Scientific progress leans on transparent, well-supported reporting. Claims about performance, purity, or safety stem from published data, rigorous analysis, and community scrutiny, not marketing hype. 2-Pyridinecarboxylic acid, 6-nitro- occupies its niche courtesy of peer-reviewed studies and decades of chemical experience, not mere assertion. Each data point—be it on reactivity, toxicity, or application—adds to a living body of knowledge subjected to continual improvement and correction. As a working scientist, I see tangible benefits when claims about a reagent trace back to data, be it supplier certificates, independent validation, or journal citations. Evidence-based trust keeps labs running efficiently and moves projects, publications, and patents forward.
Based on both evidence and direct experience, several practices make sense. Always request certificates of analysis, even for routine batches. Establish in-house quality checks—spectroscopic or chromatographic—on new deliveries, no matter how consistent a product’s reputation. Document batch numbers, sources, and observed properties so later troubleshooting starts on solid ground. Engage with supplier technical teams before scaling up or switching suppliers; some nuances in reactivity emerge only after larger-scale trials.
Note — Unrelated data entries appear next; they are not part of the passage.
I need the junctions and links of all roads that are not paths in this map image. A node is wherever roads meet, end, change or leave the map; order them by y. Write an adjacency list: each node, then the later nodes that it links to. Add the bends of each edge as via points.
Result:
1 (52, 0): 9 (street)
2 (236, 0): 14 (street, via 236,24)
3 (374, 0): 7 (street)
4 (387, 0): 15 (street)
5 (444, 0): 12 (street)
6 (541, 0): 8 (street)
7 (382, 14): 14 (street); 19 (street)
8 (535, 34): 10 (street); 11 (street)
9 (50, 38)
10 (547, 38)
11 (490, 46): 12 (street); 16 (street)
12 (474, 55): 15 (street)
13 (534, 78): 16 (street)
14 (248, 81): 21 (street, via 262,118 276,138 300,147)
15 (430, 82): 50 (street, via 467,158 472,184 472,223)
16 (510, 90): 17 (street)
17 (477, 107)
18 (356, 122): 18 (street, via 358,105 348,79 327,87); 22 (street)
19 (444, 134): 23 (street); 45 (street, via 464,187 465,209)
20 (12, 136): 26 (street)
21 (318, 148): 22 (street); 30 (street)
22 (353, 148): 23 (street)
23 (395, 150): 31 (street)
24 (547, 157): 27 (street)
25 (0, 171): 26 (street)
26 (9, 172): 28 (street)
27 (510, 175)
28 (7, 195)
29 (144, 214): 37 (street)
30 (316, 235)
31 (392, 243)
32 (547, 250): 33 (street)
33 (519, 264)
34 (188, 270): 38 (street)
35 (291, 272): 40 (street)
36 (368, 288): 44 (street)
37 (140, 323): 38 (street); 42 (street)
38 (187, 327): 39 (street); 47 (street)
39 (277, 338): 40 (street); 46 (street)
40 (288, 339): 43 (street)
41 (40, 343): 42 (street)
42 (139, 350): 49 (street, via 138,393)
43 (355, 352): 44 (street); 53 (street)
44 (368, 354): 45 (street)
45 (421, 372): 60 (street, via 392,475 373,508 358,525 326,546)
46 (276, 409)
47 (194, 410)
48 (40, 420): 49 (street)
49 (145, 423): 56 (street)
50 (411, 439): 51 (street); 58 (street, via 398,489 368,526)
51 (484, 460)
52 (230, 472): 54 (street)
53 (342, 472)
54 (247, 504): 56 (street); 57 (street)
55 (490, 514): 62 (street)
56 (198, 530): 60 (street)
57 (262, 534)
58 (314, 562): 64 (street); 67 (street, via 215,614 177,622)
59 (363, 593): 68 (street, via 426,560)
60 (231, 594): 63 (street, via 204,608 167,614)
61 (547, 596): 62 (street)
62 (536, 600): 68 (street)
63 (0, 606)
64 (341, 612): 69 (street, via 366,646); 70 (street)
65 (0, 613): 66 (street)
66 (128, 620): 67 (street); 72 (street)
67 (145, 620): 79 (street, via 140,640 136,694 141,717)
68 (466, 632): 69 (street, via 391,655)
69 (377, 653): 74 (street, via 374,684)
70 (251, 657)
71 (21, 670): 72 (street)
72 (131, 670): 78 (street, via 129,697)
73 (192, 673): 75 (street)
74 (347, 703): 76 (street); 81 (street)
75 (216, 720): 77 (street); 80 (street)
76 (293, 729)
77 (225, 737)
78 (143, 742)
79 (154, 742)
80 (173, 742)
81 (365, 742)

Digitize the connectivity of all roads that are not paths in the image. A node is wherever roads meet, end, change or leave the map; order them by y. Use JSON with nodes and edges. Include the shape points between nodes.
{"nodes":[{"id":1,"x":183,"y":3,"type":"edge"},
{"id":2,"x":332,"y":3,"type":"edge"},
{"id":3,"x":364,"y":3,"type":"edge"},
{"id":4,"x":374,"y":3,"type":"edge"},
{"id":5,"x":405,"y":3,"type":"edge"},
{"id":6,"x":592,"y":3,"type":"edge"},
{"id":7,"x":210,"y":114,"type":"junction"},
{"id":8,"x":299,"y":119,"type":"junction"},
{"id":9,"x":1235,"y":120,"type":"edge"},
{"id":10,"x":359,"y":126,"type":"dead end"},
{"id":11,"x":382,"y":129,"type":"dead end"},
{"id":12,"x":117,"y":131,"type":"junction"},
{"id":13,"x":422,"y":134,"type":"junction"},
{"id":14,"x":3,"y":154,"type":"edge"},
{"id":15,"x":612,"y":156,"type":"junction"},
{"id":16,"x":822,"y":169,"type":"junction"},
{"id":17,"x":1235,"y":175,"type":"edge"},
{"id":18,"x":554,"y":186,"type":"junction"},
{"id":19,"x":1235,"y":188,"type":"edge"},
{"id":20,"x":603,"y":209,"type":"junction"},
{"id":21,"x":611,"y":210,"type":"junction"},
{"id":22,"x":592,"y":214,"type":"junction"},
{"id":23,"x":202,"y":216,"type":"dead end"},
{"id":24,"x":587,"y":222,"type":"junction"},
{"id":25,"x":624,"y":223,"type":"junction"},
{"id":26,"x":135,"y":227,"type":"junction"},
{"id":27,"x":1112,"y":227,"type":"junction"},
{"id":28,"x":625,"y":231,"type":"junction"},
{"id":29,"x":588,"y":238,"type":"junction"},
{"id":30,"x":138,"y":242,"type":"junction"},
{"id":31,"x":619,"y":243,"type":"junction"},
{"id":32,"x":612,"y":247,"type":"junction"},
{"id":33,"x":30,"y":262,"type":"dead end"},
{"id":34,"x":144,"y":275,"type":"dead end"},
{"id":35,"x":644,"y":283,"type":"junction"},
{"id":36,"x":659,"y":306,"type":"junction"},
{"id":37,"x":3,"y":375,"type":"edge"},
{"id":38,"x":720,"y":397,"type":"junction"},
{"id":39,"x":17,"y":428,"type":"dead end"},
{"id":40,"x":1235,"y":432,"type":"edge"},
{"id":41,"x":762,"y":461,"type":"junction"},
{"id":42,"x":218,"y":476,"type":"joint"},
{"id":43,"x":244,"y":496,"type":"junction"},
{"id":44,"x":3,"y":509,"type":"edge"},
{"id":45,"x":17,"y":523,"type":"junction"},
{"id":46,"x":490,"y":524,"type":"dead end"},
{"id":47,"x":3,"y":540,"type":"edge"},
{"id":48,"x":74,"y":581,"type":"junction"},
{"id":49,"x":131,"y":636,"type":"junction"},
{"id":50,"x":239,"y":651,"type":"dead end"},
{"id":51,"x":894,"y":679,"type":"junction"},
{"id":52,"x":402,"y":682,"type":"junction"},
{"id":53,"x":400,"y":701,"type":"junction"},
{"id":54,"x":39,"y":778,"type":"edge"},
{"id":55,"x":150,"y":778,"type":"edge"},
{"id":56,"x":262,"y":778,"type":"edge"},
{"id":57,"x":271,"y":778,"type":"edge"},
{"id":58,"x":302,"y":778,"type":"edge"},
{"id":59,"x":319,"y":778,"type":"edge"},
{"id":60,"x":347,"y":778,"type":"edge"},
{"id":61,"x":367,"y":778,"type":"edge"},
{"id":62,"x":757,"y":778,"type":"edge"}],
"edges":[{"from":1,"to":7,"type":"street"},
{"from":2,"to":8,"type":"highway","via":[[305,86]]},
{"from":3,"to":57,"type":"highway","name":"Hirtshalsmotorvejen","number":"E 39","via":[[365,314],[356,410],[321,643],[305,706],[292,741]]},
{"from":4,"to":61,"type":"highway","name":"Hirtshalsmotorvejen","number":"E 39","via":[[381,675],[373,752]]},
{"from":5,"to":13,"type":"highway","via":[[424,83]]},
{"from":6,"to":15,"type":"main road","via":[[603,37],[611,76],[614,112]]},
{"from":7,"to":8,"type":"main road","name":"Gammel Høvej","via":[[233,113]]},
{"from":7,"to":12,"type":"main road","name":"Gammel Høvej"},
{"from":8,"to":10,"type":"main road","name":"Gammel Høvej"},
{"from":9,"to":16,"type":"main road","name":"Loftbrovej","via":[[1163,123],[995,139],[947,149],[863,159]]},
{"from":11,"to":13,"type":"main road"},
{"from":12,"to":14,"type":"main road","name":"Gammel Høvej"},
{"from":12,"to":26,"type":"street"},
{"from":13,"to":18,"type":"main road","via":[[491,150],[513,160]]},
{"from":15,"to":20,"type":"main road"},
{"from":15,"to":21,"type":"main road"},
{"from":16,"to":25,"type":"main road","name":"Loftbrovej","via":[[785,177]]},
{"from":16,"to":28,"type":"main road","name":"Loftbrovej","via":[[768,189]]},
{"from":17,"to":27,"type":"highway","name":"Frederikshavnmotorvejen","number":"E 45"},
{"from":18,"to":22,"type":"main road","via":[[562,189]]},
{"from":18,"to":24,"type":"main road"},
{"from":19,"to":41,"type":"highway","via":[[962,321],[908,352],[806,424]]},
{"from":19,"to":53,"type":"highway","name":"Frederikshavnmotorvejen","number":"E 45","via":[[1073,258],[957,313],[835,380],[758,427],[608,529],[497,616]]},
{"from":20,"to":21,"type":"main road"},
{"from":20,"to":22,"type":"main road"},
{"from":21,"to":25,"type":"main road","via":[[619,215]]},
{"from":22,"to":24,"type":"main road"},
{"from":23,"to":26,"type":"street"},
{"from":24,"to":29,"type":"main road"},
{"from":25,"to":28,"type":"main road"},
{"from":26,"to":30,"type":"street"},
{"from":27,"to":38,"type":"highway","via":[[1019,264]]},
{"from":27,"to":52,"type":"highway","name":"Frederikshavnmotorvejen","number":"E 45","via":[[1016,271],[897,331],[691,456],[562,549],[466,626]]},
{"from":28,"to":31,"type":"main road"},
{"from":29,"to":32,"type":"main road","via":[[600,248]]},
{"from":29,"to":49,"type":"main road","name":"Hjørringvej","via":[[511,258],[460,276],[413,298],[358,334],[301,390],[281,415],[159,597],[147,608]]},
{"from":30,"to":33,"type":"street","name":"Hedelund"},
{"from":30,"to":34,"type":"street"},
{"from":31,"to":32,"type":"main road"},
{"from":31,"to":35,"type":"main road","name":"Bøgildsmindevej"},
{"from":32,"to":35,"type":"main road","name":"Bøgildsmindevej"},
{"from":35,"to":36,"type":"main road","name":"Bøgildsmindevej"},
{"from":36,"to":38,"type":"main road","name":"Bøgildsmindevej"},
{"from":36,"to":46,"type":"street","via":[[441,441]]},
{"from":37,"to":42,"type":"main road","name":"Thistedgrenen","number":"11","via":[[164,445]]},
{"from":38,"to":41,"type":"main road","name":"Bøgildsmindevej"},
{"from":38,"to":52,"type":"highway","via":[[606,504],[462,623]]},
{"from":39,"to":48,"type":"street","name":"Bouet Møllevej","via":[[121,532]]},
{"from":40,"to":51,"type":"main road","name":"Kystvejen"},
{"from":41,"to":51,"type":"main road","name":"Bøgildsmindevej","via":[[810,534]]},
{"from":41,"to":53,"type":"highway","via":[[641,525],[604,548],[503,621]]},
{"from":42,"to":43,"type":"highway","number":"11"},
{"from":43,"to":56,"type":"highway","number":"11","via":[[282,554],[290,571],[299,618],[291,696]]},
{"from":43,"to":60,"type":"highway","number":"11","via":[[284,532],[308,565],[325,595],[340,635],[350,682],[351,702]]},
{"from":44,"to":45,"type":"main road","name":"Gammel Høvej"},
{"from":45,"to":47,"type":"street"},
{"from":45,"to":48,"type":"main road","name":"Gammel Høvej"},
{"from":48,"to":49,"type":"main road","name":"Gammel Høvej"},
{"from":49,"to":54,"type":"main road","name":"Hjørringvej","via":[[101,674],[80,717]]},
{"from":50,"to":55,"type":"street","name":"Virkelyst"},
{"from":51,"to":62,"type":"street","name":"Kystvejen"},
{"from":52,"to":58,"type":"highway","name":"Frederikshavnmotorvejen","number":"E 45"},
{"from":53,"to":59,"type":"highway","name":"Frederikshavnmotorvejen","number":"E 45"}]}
Pay attention to storage conditions listed by the supplier, but monitor in-lab humidity and temperature as routine. For waste, work with institutional safety officers to ensure proper neutralization and disposal—protecting both researchers and the larger community. Sharing such learned practices among peers prevents repeated mistakes and lifts the level of research across the board.
2-Pyridinecarboxylic acid, 6-nitro- deserves its place in the modern research and production toolkit. Its specific molecular architecture unlocks pathways difficult to access with other isomers or analogues. Its reliability underpins both small-scale synthesis and large industrial projects. Ethical sourcing and responsible use support a broader culture of care—progress measured not only by technical achievement, but by stewardship and community. Tracing the journey of a single bottle from supplier to finished discovery highlights a network of trust, testing, and shared commitment to advancing science with rigor, openness, and respect for both people and the environment.